* Brief
The answer must consist of each line below that contains the string "leaves".

* Given entries
::::
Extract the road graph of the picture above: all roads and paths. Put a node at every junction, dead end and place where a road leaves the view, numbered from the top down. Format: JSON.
::::
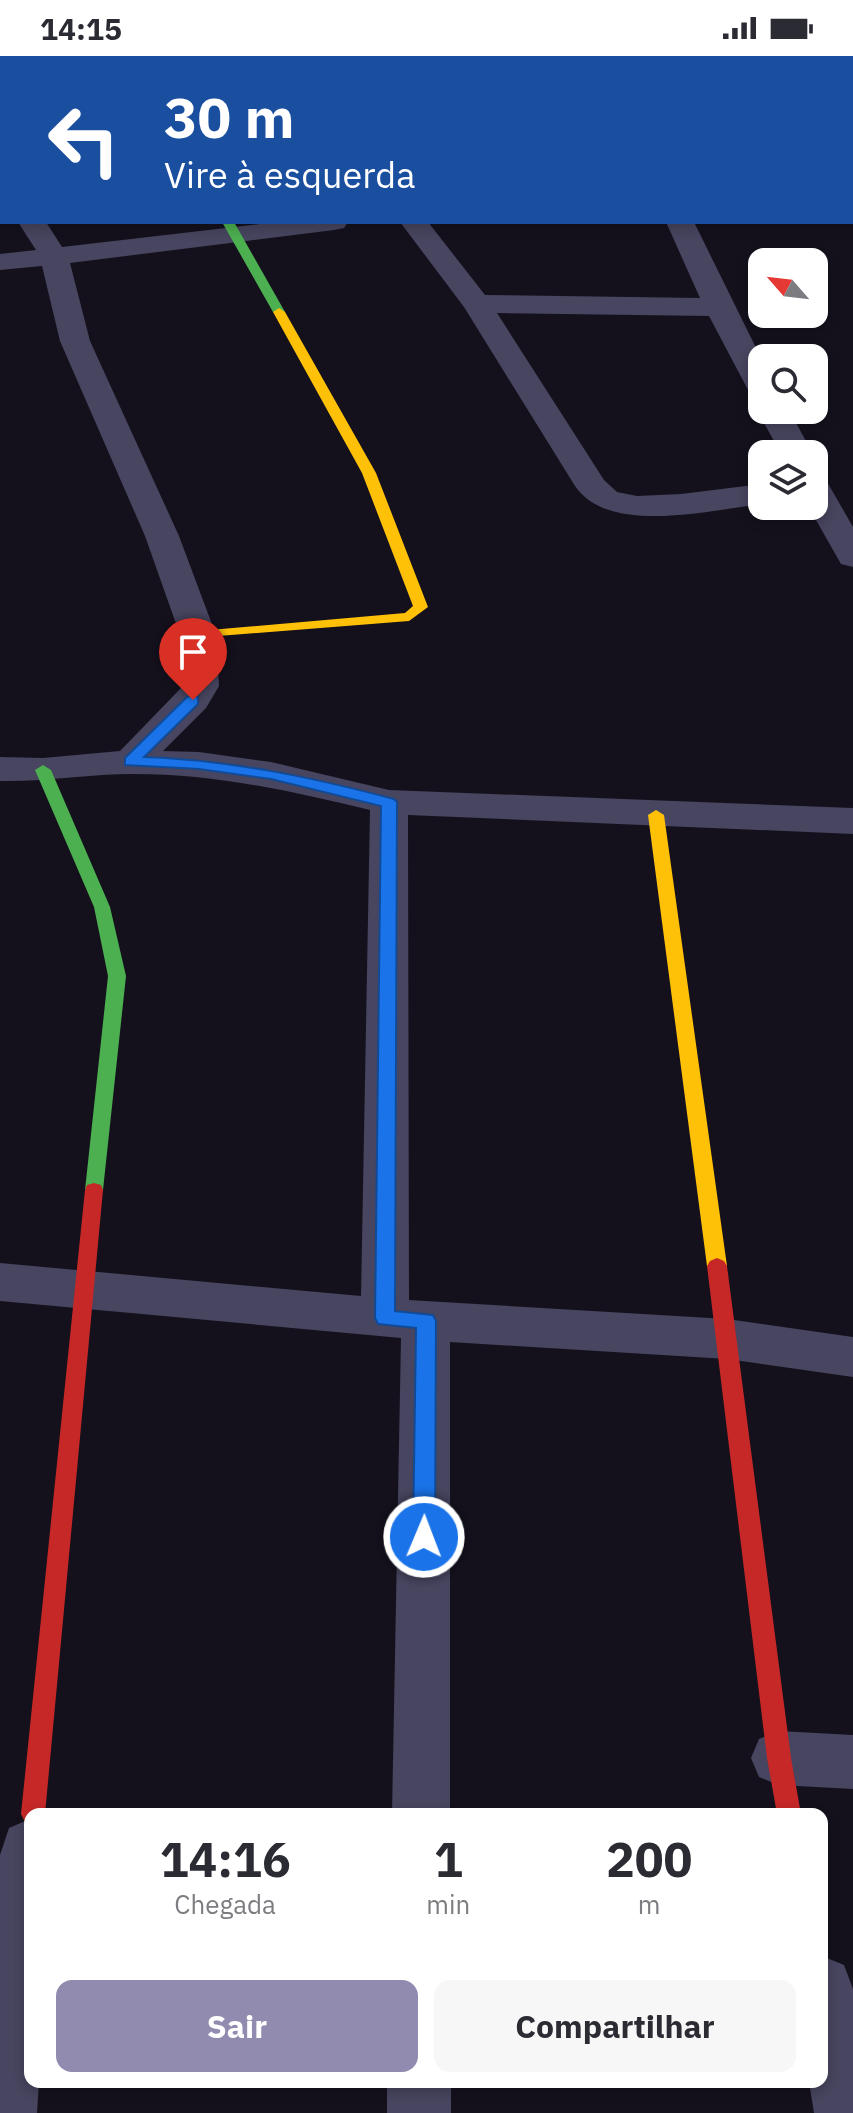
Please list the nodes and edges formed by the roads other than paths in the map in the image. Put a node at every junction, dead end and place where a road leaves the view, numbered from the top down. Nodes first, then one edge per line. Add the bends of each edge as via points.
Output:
::::
* Solution to this problem
Extract the road graph of the picture above: all roads and paths. Put a node at every junction, dead end and place where a road leaves the view, numbered from the top down. Format: JSON.
Please list the nodes and edges formed by the roads other than paths in the map in the image. Put a node at every junction, dead end and place where a road leaves the view, numbered from the top down. Nodes first, then one edge per line. Add the bends of each edge as via points.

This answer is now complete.